Friday, 25 September 2009

Latest from Sibel Edmonds

A terrific Sibel Edmonds interview at American Conservative magazine:

[Intro...] Sibel Edmonds has a story to tell. She went to work as a Turkish and Farsi translator for the FBI five days after 9/11. Part of her job was to translate and transcribe recordings of conversations between suspected Turkish intelligence agents and their American contacts. She was fired from the FBI in April 2002 after she raised concerns that one of the translators in her section was a member of a Turkish organization that was under investigation for bribing senior government officials and members of Congress, drug trafficking, illegal weapons sales, money laundering, and nuclear proliferation. She appealed her termination, but was more alarmed that no effort was being made to address the corruption that she had been monitoring.

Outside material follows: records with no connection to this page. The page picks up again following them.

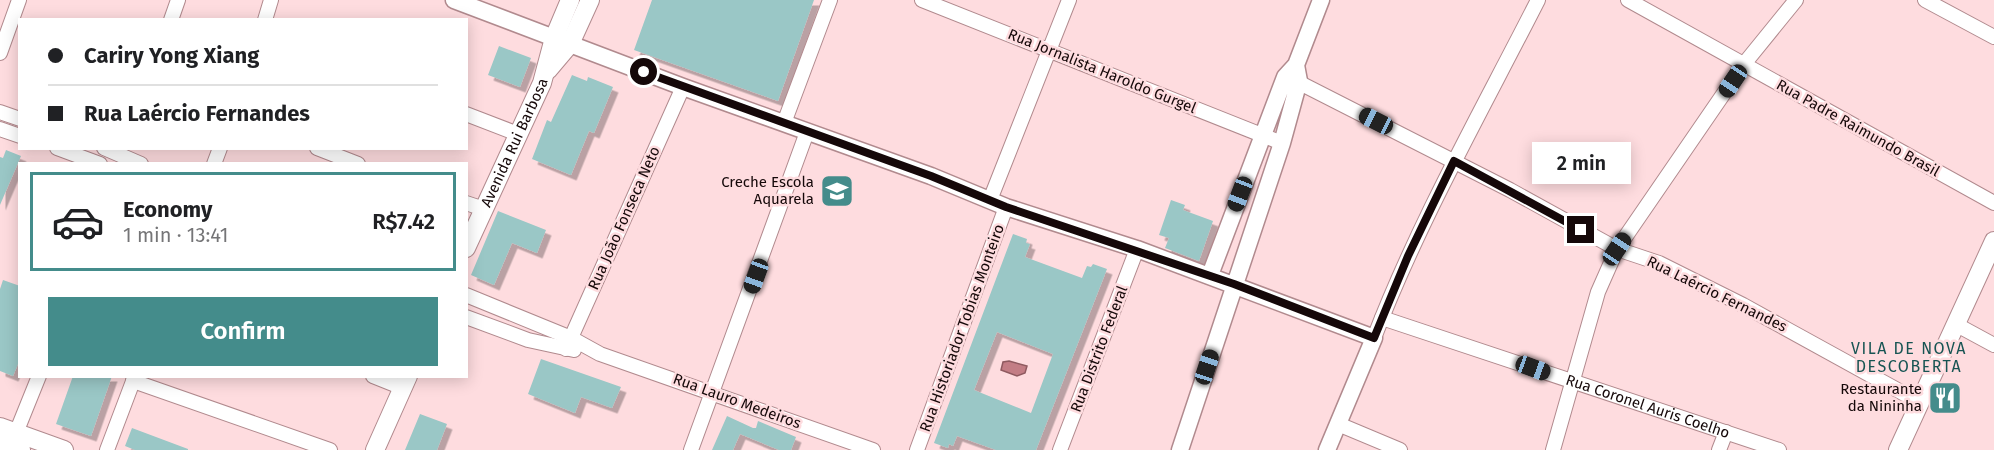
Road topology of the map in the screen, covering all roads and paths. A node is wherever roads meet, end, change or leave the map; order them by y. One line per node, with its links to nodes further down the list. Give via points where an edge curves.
1 (19, 0): 20 (street)
2 (178, 0): 15 (street)
3 (271, 0): 16 (street)
4 (454, 0): 18 (street)
5 (570, 0): 18 (main road, Avenida Rui Barbosa)
6 (590, 0): 18 (main road, Avenida Rui Barbosa)
7 (830, 0): 27 (street)
8 (922, 0): 19 (street, Rua Jornalista Haroldo Gurgel)
9 (1069, 0): 19 (street, Rua Historiador Tobias Monteiro)
10 (1321, 0): 22 (street)
11 (1538, 0): 37 (street)
12 (1628, 0): 21 (street, Rua Padre Raimundo Brasil)
13 (1796, 0): 21 (street)
14 (1925, 0): 17 (street)
15 (172, 18)
16 (266, 18)
17 (1994, 37)
18 (562, 41): 23 (street); 30 (main road, Avenida Rui Barbosa)
19 (1050, 50): 32 (street, Rua Jornalista Haroldo Gurgel); 42 (street, Rua Historiador Tobias Monteiro)
20 (0, 53)
21 (1744, 64): 43 (street, Rua Padre Raimundo Brasil); 48 (street)
22 (1293, 74): 32 (street); 33 (street); 37 (street, Rua Laércio Fernandes)
23 (683, 87): 27 (street); 56 (street, Rua João Fonseca Neto)
24 (0, 112): 26 (street)
25 (468, 115): 30 (street)
26 (18, 118)
27 (784, 123): 29 (street)
28 (0, 129): 31 (street)
29 (807, 132): 42 (street); 63 (street)
30 (518, 134): 44 (main road, Avenida Rui Barbosa)
31 (18, 135)
32 (1263, 135): 33 (street, Rua Jornalista Haroldo Gurgel); 49 (street)
33 (1282, 143): 50 (street)
34 (62, 150): 38 (street)
35 (322, 150): 40 (street)
36 (121, 156): 39 (street)
37 (1454, 161): 48 (street, Rua Laércio Fernandes); 53 (street)
38 (95, 162)
39 (136, 162)
40 (353, 162)
41 (468, 203): 44 (street)
42 (998, 203): 47 (street); 75 (street, Rua Historiador Tobias Monteiro)
43 (1994, 203)
44 (484, 209): 46 (main road, Avenida Rui Barbosa)
45 (1994, 241): 54 (main road)
46 (468, 244)
47 (1137, 249): 49 (street); 76 (street, Rua Distrito Federal)
48 (1617, 249): 62 (street, via 1598,292); 64 (street, Rua Laércio Fernandes, via 1659,263)
49 (1209, 275): 50 (street)
50 (1234, 284): 55 (street); 77 (street)
51 (468, 296): 56 (street, Rua Lauro Medeiros)
52 (468, 318): 56 (street, Rua Lauro Medeiros, via 528,340)
53 (1382, 318): 55 (street); 62 (street, Rua Coronel Auris Coelho)
54 (1957, 325): 57 (street); 64 (main road)
55 (1374, 338): 65 (street)
56 (569, 344): 63 (street, Rua Lauro Medeiros)
57 (1994, 345)
58 (38, 378): 67 (street)
59 (384, 378): 61 (street)
60 (134, 379): 70 (street); 71 (street)
61 (405, 382): 72 (main road)
62 (1574, 383): 66 (street, Rua Coronel Auris Coelho); 80 (street)
63 (713, 392): 73 (street); 74 (street, Rua Lauro Medeiros)
64 (1921, 403): 83 (main road)
65 (1338, 424): 78 (street); 79 (street)
66 (1726, 432): 81 (street); 82 (street, Rua Coronel Auris Coelho)
67 (12, 437): 68 (main road); 69 (main road)
68 (0, 442)
69 (64, 450)
70 (107, 450)
71 (330, 450)
72 (375, 450)
73 (691, 450)
74 (873, 450)
75 (917, 450)
76 (1060, 450)
77 (1180, 450)
78 (1327, 450)
79 (1400, 450)
80 (1553, 450)
81 (1719, 450)
82 (1779, 450)
83 (1898, 450)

A Department of Justice inspector general’s report called Edmonds’s allegations “credible,” “serious,” and “warrant[ing] a thorough and careful review by the FBI.” Ranking Senate Judiciary Committee members Pat Leahy (D-Vt.) and Chuck Grassley (R-Iowa) have backed her publicly. “60 Minutes” launched an investigation of her claims and found them believable. No one has ever disproved any of Edmonds’s revelations, which she says can be verified by FBI investigative files.

John Ashcroft’s Justice Department confirmed Edmonds’s veracity in a backhanded way by twice invoking the dubious State Secrets Privilege so she could not tell what she knows. The ACLU has called her “the most gagged person in the history of the United States of America.”

But on Aug. 8, she was finally able to testify under oath in a court case filed in Ohio and agreed to an interview with The American Conservative based on that testimony. What follows is her own account of what some consider the most incredible tale of corruption and influence peddling in recent times. As Sibel herself puts it, “If this were written up as a novel, no one would believe it.”



[continues at link...]

Her interviewer in that article Philip Giraldi discusses Edmonds’s latest revelations at Antiwar radio. And in this (separate) interview of Jim Bovard Scott Horton jokes about the fact that the MSM will probably simply ignore Edmonds’s most sensational claim - a sex and spy scandal involving a bisexual Congresswoman and a honey-trap foreign agent! I guess you have to laugh at media and political corruption sometimes or you’d be permanently irate. Bovard’s interview is interesting as well. I had not heard before that some of the FBI agents investigating 9/11 simply trawled the phone book for people with Arabic sounding names to call in for interview. I don’t find it surprising, and I’m not so concerned about the appearance of racism as I am about the broader implication: this was not really an investigation, it was an exercise in creating the appearance of one. ‘See how thorough we’ve been,’ they could say, ‘interviewing thousands of people with “possible connections” to the terrorists.’ If a proportion of these people had outstayed their visas and could then be classed as ‘terrorist suspects’ under new guidelines, ramping up the numbers of designated ‘terrorist suspects’ and thereby ensuring more funding and fear, all to the good.

Sibel Edmonds is running her own podcast interview series, ‘Boiling Frogs,’ with Peter B. Collins. Show details and download links here.

2 comments:

Anonymous said...

Re FBI.

Seems like a police state always connives at lower level law breaking - in this case illegal immigration. Then when you need to arrest someone for something, hey presto - you have just cause right there!

Ideally the whole population would have committed crimes that are conveniently overlooked for most of the time but there is always a legitimate reason to detain anyone at any time. It looks so much better in PR terms.

Nick Dean said...

Yea, complex tax codes, the surveillance state and modern data sharing methods mean that they probably have a reason handily stored away to arrest most of us.

I don't know anyone in my age group who doesn't have pirated films or music for example.